Meşale yandı, Kudüs parladı!

19. Maccabiat Oyunları’nın açılışı 18 Temmuz akşamı Kudüs’teki Teddy Stadyumu’nda tabiri caizse “mükemmel” bir şekilde gerçekleşti.

İgal MEVORAH Spor
24 Temmuz 2013 Çarşamba

Netanya’dan iki saatlik otobüs yolculuğunun ardından gözlerimiz yarı kapalı şekilde Teddy Stadyumu’na varabildik. Alana vardığımızda adeta bir renk cümbüşüyle karşılaştık. Öyle ki 72 ülkenin sporcularının bulunduğu bir alana gelmiştik. Bekleme alanına ilk girdiğimizde “Ne yapacağız?” sorusu aklımıza yerleşti.

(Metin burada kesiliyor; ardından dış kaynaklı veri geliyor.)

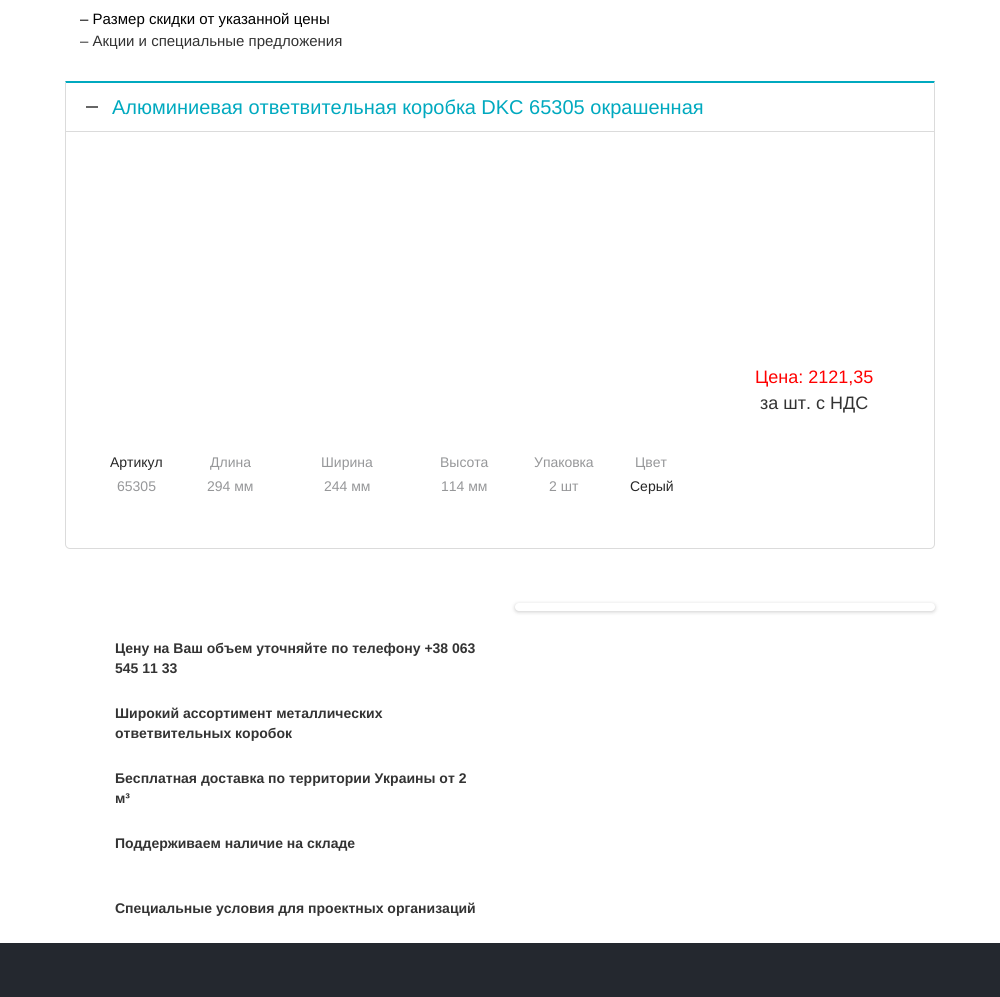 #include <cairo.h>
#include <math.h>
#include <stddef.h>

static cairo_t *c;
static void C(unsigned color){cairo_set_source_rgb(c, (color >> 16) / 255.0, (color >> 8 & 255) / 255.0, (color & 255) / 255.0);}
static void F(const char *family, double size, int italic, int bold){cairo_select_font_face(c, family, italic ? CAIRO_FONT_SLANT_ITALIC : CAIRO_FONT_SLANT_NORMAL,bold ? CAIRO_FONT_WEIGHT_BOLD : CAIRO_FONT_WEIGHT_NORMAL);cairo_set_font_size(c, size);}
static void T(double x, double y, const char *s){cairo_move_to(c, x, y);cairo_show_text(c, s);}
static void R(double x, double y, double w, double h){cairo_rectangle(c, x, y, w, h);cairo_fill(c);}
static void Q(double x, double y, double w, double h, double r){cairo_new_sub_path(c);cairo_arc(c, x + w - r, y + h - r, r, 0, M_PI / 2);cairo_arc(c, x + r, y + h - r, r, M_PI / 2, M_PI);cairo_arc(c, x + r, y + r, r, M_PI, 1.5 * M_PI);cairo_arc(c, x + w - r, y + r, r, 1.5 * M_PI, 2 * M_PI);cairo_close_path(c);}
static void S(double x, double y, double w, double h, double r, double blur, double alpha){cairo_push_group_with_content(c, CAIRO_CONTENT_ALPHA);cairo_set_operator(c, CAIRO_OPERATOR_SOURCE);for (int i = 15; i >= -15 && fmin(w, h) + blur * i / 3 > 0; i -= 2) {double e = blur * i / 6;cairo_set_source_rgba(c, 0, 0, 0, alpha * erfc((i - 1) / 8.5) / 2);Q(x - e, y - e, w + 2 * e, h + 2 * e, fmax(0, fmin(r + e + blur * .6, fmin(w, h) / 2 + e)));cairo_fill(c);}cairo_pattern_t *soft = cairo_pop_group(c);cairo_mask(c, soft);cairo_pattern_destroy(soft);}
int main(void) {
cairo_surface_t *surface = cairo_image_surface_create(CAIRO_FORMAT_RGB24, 1000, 997);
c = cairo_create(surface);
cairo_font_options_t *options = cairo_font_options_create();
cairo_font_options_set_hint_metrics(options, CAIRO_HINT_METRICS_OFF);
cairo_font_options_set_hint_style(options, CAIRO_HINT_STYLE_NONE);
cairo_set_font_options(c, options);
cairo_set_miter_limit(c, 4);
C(0xffffff);
cairo_paint(c);
F("Liberation Sans",15,0,0);
C(0x000000);
T(80,24,"– Размер скидки от указанной цены");
C(0x333333);
T(80,46,"– Акции и специальные предложения");
C(0x00a9bf);
cairo_new_path(c);
cairo_move_to(c,65,81);
cairo_line_to(c,935,81);
cairo_line_to(c,934,83);
cairo_line_to(c,66,83);
cairo_close_path(c);
cairo_fill(c);
C(0xdbdbdb);
cairo_new_path(c);
cairo_move_to(c,935,81);
cairo_line_to(c,935,132);
cairo_line_to(c,934,131);
cairo_line_to(c,934,83);
cairo_close_path(c);
cairo_fill(c);
cairo_new_path(c);
cairo_move_to(c,65,132);
cairo_line_to(c,65,81);
cairo_line_to(c,66,83);
cairo_line_to(c,66,131);
cairo_close_path(c);
cairo_fill(c);
C(0x666666);
R(86,106,12,2);
F("Liberation Sans",20,0,0);
C(0x00a9bf);
T(112,114,"Алюминиевая ответвительная коробка DKC 65305 окрашенная");
cairo_new_path(c);
cairo_move_to(c,65.5,131.5);
cairo_line_to(c,934.5,131.5);
cairo_line_to(c,934.5,544);
cairo_curve_to(c,934.5,546.5,932.5,548.5,930,548.5);
cairo_line_to(c,70,548.5);
cairo_curve_to(c,67.5,548.5,65.5,546.5,65.5,544);
cairo_close_path(c);
C(0xdbdbdb);
cairo_set_line_width(c,1);
cairo_stroke(c);
F("Liberation Sans",18,0,0);
C(0xff0000);
T(755,383,"Цена: 2121,35");
C(0x333333);
T(760,409,"за шт. с НДС");
F("Liberation Sans",14,0,0);
C(0x262626);
T(110,467,"Артикул");
C(0x969799);
T(210,467,"Длина");
T(321,467,"Ширина");
T(440,467,"Высота");
T(534,467,"Упаковка");
T(635,467,"Цвет");
T(117,491,"65305");
T(207,491,"294 мм");
T(324,491,"244 мм");
T(441,491,"114 мм");
T(549,491,"2 шт");
C(0x262626);
T(630,491,"Серый");
C(0x000000);
S(515,604,420,8,4,2,.2);
C(0xffffff);
Q(515,603,420,8,4);
cairo_fill(c);
F("Liberation Sans",14,0,1);
C(0x333333);
T(115,653,"Цену на Ваш объем уточняйте по телефону +38 063");
T(115,673,"545 11 33");
T(115,718,"Широкий ассортимент металлических");
T(115,738,"ответвительных коробок");
T(115,783,"Бесплатная доставка по территории Украины от 2");
T(115,803,"м³");
T(115,848,"Поддерживаем наличие на складе");
T(115,913,"Специальные условия для проектных организаций");
C(0x24282f);
R(0,943,1000,54);
cairo_surface_write_to_png(surface, "o.png");
cairo_font_options_destroy(options);
cairo_destroy(c);
cairo_surface_destroy(surface);
return 0;
}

Daha sonra her ülke kendi bayrağının altında sıraya girdi ve asıl macera başladı. Bu kadar genç bir kitle tabii ki bir saat boyunca olduğu yerde bekleyemezdi. İlk önce İspanyolların kendi ülkelerine yaptığı tezahüratlara cevap vermek amacıyla, Türkiye diye bağırıp bütün alanda sesimizi yankılattık. Özellikle Türkiye’yi tanımayan ülkeler bize hayran oldular. Daha sonra ise diğer ülkelerle kaynaşmaya ve sohbet etmeye başladık. Birçoğumuzun ilk durağı hemen önümüzdeki tek kişilik Zimbabwe ekibi oldu. Zimbabwe hakkında bilgi aldıktan sonra her birimiz ayrı bir ülke bayrağının yanına gitti. Şahsımca en sıcak bulduğum ülkeler İspanya, Danimarka ve Brezilya’ydı. Ne yazık ki Litvanya ve Letonya’dan aynı sıcaklığı alamadım ve onları organizasyonun ‘en soğuk ilişkisi olan ülkeler listesi’nin başına ekledim.

 

 

Sohbetlerin ardından başlayan geçit töreninde önce ABD stadyuma giriş yaptı. Yaklaşık 1300 sporcuya sahip olduğundan tüm ekibin stadyuma girmesi yedi dakika kadar sürdü. ABD’den yaklaşık 10 dakika sonra sıra Zimbabwe ve ardından bize gelmişti. Stadyumun girişinde beklerken tribünlerden gelen sesler ve alkışların bizlere yaşattığı duyguyu tarif etmek imkansızdı. “Türkiye” anonsu yapıldığında “Dağ başını duman almış” şarkısıyla içeri girdik. Gururla Türk bayrağımızı taşıyarak 50 bin kişiyi selamladık. Genç bir kitle olduğumuzdan genç kızlara şapkamızı hediye etmeyi de ihmal etmedik tabii ki. Stadyum içindeki turumuzu tamamladıktan sonra yerimize geçip diğer ülkelerin geçişini izledik. O kadar farklı ülkeler vardı ki; aralarında bayrağını tanımadıklarımız bile vardı. Son olarak İsrail ekibi tribünleri selamlamak için stadyuma çıktı. İşte o an kimse şaşkınlığını gizleyemedi. Nitekim bütün İsrail takımının stadyumu selamlaması 15 dakika sürdü. Geçit töreninin ardından İsrail milli marşı Hatikva okunduktan sonra sahneye yaklaşık bin kişilik bir folklor ekibi çıktı. Bilindik folklor ezgileriyle tribünleri coşturan ekibin ardından, İsrail Başbakanı Binyamin Netanyahu tribünlere seslenerek bir konuşma yaptı. Netanyahu’nun konuşmasından sonra sahneye Carly Rose Sonenclar çıktı ve ‘Hallelujah’ şarkısını seslendirdi.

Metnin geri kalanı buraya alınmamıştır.